The interpretation of spectra is made much easier if the results of the DFT are centred on
the point (u = 0, v = 0), such that frequency increases in any direction away
from the origin. This can be done by circular shifting of the four quadrants of the array or
computing the DFT sums from −N/2 to N/2 rather than from 0 to N.
Alternatively, by the shift theorem of the Fourier transform
(see Wikipedia for a
brief description of the shift theorem), the same result can
be achieved by making the adjacent input values positive and negative by multiplying
f(x,y) by (−1)^{x+y} (i.e. by keeping the input values
positive and negative for even and odd sums x+y, respectively).
Typically, all the spectra are
represented with the centre point as the origin to see and analyse dominant image frequencies.
Because the lower frequency amplitudes mostly dominate over the mid-range
and high-frequency ones, the fine structure of the amplitude spectrum can be perceived only
after a non-linear mapping to the greyscale range [0, 255]. Among a host of possible ways,
commonly used methods include a truncated linear amplitude mapping with the
scale factor λ for the amplitude (the scaled amplitudes λa are
cut out above the level 255; it is a conventional linear mapping if
the maximum amplitude a_{max} ≤ 255/λ) or the like
truncated linear mapping after some continuous
non-linear, e.g. logarithmic amplitude transformation.

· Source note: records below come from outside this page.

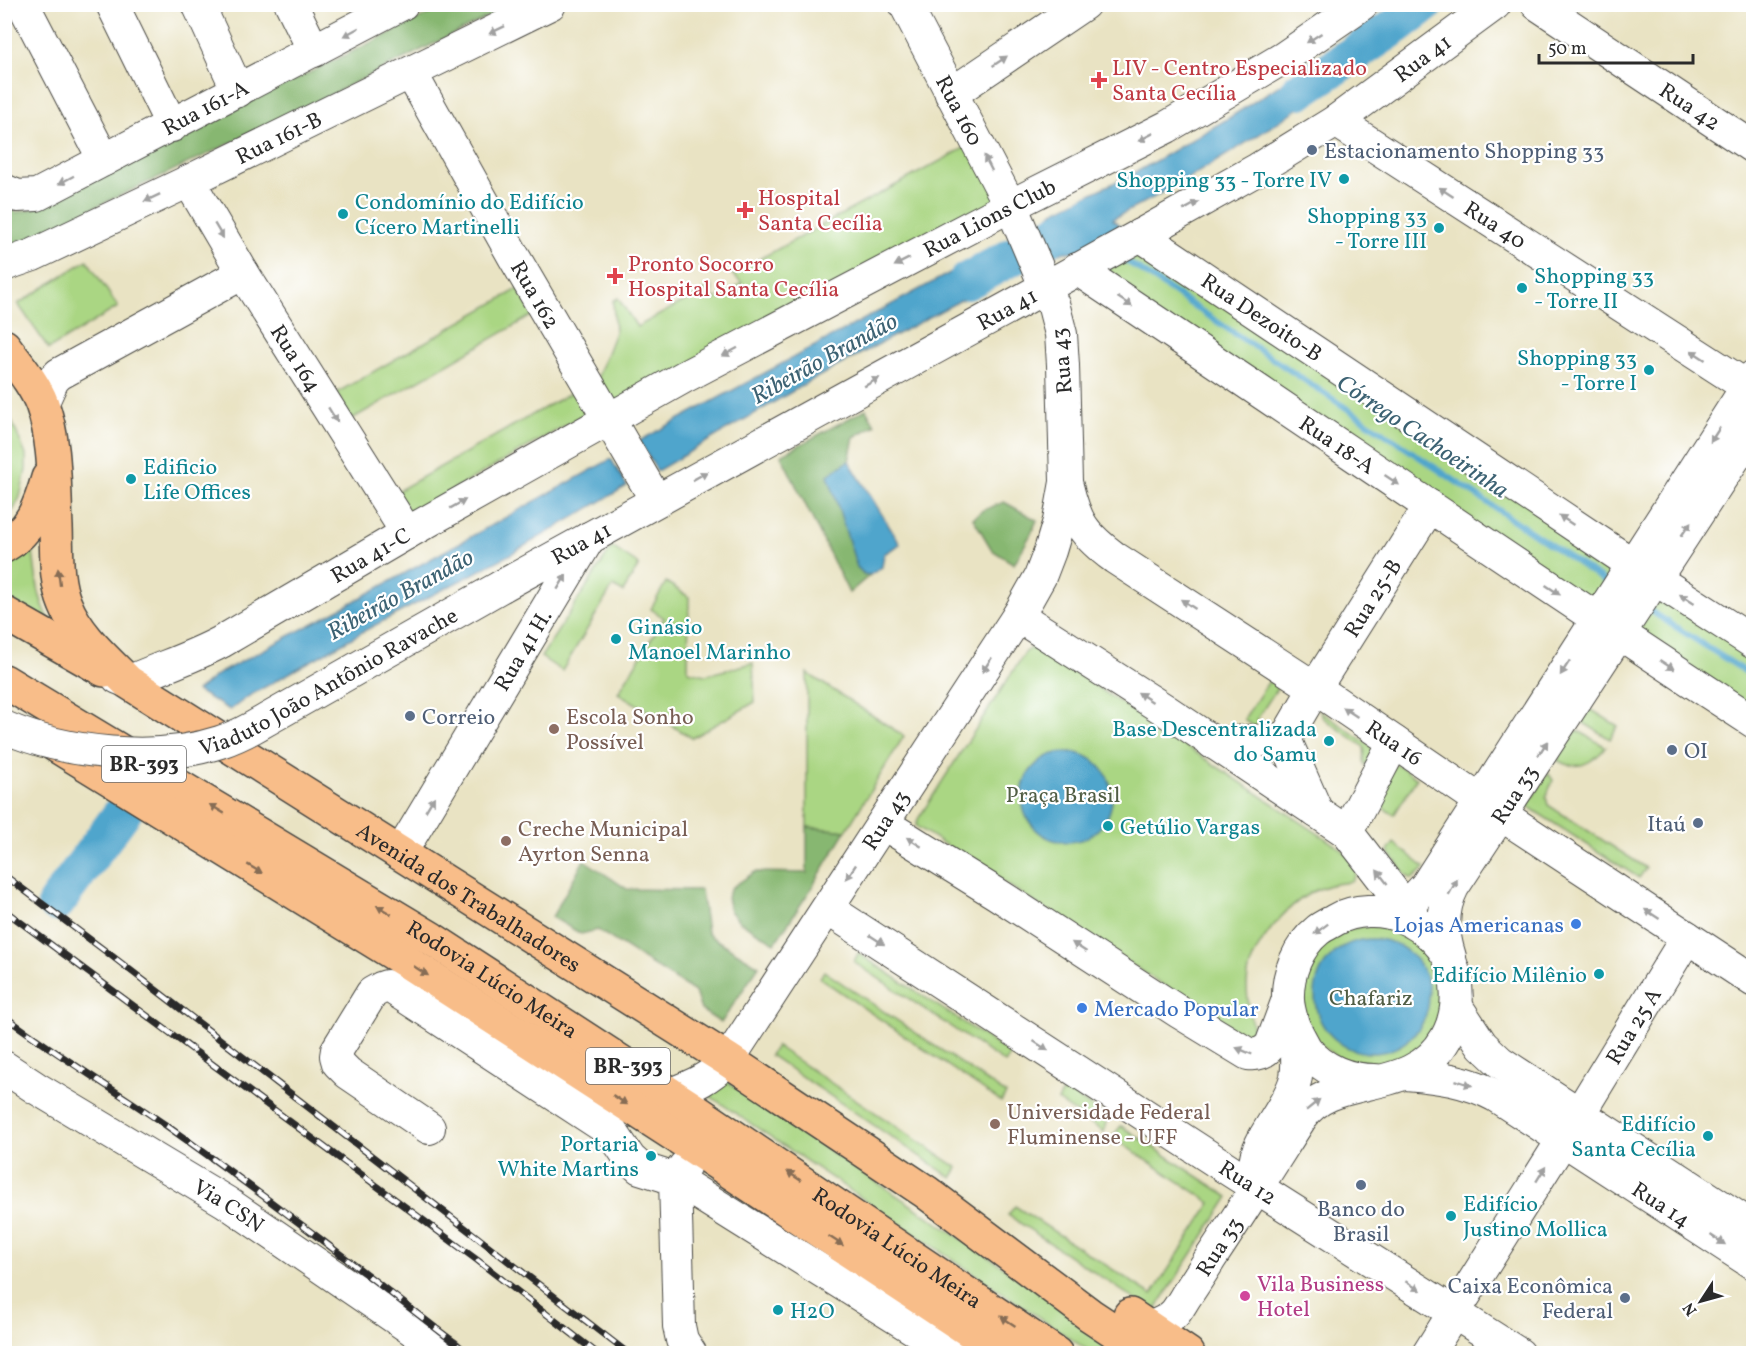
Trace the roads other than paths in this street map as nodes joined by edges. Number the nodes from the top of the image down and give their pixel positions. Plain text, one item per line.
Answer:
1 (23, 4) edge
2 (112, 4) edge
3 (198, 4) edge
4 (291, 4) edge
5 (550, 4) edge
6 (905, 4) edge
7 (1084, 4) edge
8 (1362, 4) edge
9 (1495, 4) edge
10 (1537, 4) edge
11 (391, 7) edge
12 (314, 51) junction
13 (411, 73) junction
14 (238, 91) junction
15 (951, 94) junction
16 (1336, 121) junction
17 (172, 126) junction
18 (1754, 148) edge
19 (104, 160) junction
20 (189, 181) junction
21 (9, 185) edge
22 (1012, 211) junction
23 (1138, 236) junction
24 (4, 265) edge
25 (243, 273) junction
26 (1054, 280) junction
27 (4, 346) edge
28 (1751, 384) edge
29 (42, 404) junction
30 (1754, 428) edge
31 (616, 432) junction
32 (52, 462) junction
33 (1066, 482) junction
34 (652, 494) junction
35 (1430, 506) junction
36 (407, 533) junction
37 (589, 538) junction
38 (4, 546) edge
39 (1115, 558) junction
40 (1641, 574) junction
41 (1040, 577) junction
42 (502, 586) joint
43 (4, 613) edge
44 (1018, 616) junction
45 (1609, 624) junction
46 (1754, 643) edge
47 (123, 680) junction
48 (4, 681) edge
49 (1314, 688) junction
50 (4, 713) edge
51 (1754, 722) edge
52 (4, 727) edge
53 (1285, 739) junction
54 (1394, 742) junction
55 (1213, 743) junction
56 (180, 804) junction
57 (1490, 807) junction
58 (1317, 812) junction
59 (884, 824) junction
60 (1347, 832) junction
61 (400, 854) junction
62 (828, 909) junction
63 (1405, 914) junction
64 (1687, 937) junction
65 (1452, 964) junction
66 (1754, 981) edge
67 (1457, 1007) junction
68 (1290, 1013) junction
69 (728, 1060) junction
70 (4, 1067) edge
71 (1396, 1077) junction
72 (671, 1094) junction
73 (1571, 1127) junction
74 (429, 1128) dead end
75 (696, 1149) junction
76 (675, 1179) junction
77 (1261, 1188) junction
78 (926, 1192) junction
79 (1754, 1228) edge
80 (1754, 1264) edge
81 (1454, 1312) junction
82 (1158, 1331) edge
83 (448, 1353) edge
84 (691, 1353) edge
85 (954, 1353) edge
86 (1005, 1353) edge
87 (1056, 1353) edge
88 (1189, 1353) edge
89 (1428, 1353) edge
90 (1520, 1353) edge

1 - 19 street
2 - 17 street
3 - 14 street
4 - 12 street
5 -> 13 street, Rua 161-B
6 - 15 street, Rua 160
15 -> 7 street
8 -> 22 street, Rua Lions Club
9 - 16 street, Rua 41
10 - 18 street, Rua 42
11 -> 12 street, Rua 161-A
12 - 14 street, Rua 161-A
13 - 20 street, Rua 161-B
13 - 31 street, Rua 162
14 - 17 street, Rua 161-A
22 -> 15 street, Rua 160
23 -> 16 street, Rua 41
28 -> 16 street, Rua 40
17 - 19 street, Rua 161-A
19 -> 21 street, Rua 161-A
20 -> 24 street, Rua 161-B
20 -> 25 street, Rua 164
22 - 26 street, Rua 160
22 -> 31 street, Rua Lions Club
23 - 26 street, Rua 41
40 -> 23 street, Rua Dezoito-B
25 - 29 street
25 -> 36 street, Rua 164
26 - 33 street, Rua 43
34 -> 26 street, Rua 41
26 -> 35 street, Rua 18-A
27 - 29 main road
28 -> 40 street
29 - 32 main road
40 -> 30 street
31 - 34 street, Rua 162
36 -> 31 street, Rua 41-C
32 - 38 main road
47 -> 32 main road
33 - 39 street, Rua 16
33 - 41 street, Rua 43
34 - 37 street, Rua 41
35 -> 45 street, Rua 18-A
35 - 49 street, Rua 25-B
36 - 47 street, Rua 41-C
37 - 42 street, Rua 41
61 -> 37 street, Rua 41 H.
39 - 41 street, Rua 43
49 -> 39 street, Rua 16
40 - 45 street, Rua 33
46 -> 40 street, Rua Dezoito-B
41 - 44 street, Rua 43
42 - 52 street, Viaduto João Antônio Ravache, bridge
43 - 47 main road, Avenida dos Trabalhadores
55 -> 44 street
44 -> 59 street, Rua 43
45 -> 51 street, Rua 18-A
45 - 57 street, Rua 33
47 - 61 main road, Avenida dos Trabalhadores
48 - 56 main road, Rodovia Lúcio Meira / BR-393, bridge
49 - 53 street, Rua 25-B
54 -> 49 street, Rua 16
50 - 56 main road, Rodovia Lúcio Meira / BR-393
53 - 55 street
53 - 58 street
54 - 57 street, Rua 16
54 - 60 street
55 - 58 street
72 -> 56 main road, Rodovia Lúcio Meira / BR-393
56 -> 75 main road, Rodovia Lúcio Meira / BR-393
57 - 63 street, Rua 33
64 -> 57 street, Rua 16
65 -> 57 street, Rua 33
58 - 60 street
59 -> 62 street, Rua 43
68 -> 59 street
63 -> 60 street
61 - 69 main road, Avenida dos Trabalhadores
62 - 69 street, Rua 43
62 -> 77 street, Rua 12
63 - 65 street, Rua 33
63 -> 68 street
64 - 66 street, Rua 16
64 - 73 street, Rua 25 A
65 - 67 street, Rua 33
67 - 71 street, Rua 33
67 - 73 street, Rua 14
68 - 71 street
68 - 77 street
69 - 72 street, Rua 43
69 - 78 main road, Avenida dos Trabalhadores
70 - 83 street, Via CSN
71 -> 73 street, Rua 14
77 -> 71 street, Rua 33
87 -> 72 main road, Rodovia Lúcio Meira / BR-393
73 - 79 street, Rua 14
73 -> 80 street, Rua 14
81 -> 73 street, Rua 25 A
74 - 76 street
75 - 76 street
75 -> 86 main road, Rodovia Lúcio Meira / BR-393
76 - 84 street
76 - 85 street
77 -> 81 street, Rua 12
77 - 82 street, Rua 33
78 - 82 main road, Avenida dos Trabalhadores
78 - 82 main road, Avenida dos Trabalhadores
81 - 89 street, Rua 25 A
81 - 90 street, Rua 12
82 - 88 main road, Avenida dos Trabalhadores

The examples below
show amplitude spectra of the same image obtained with the linear or truncated linear mapping of
the initial amplitudes and the logarithms of amplitudes:
Original image | Amplitude spectrum: linear scale λ = 3.92 | Truncated linear mapping λ = 15.7 | Truncated linear mapping λ = 250.9 |
Phase spectrum | Log-amplitude spectrum: linear scale λ = 60.9 | Truncated log-linear mapping λ = 243.6 | Truncated log-linear mapping λ = 487.2 |
Spectra of simple periodic patterns, e.g. of pure 2D sinusoidal patterns, are
the simplest possible because correspond to a single basis image:
2D sinusoid | Amplitude spectrum |
Circle | Square | |||
Periodic circles | Periodic squares |
Images below demostrate the natural digital photo, its power, amplitude, and phase spectra,
and the images reconstructed with the inverse DFT from the spectrum restricted to only
higher or only lower frequencies ( these images are taken from
www.aitech.ac.jp/~iiyoshi/ugstudy/ugst.html):
Original image | Power spectrum | Amplitude spectrum |
Phase spectrum | High-pass filtering | Low-pass filtering |
For a more detailed analysis of Fourier transform and other examples of 2D image spectra and filtering, see introductory materials prepared by Dr. John M. Brayer ( Professor Emeritus, Department of Computer Science, University of New Mexico, Albuquerque, New Mexico, USA).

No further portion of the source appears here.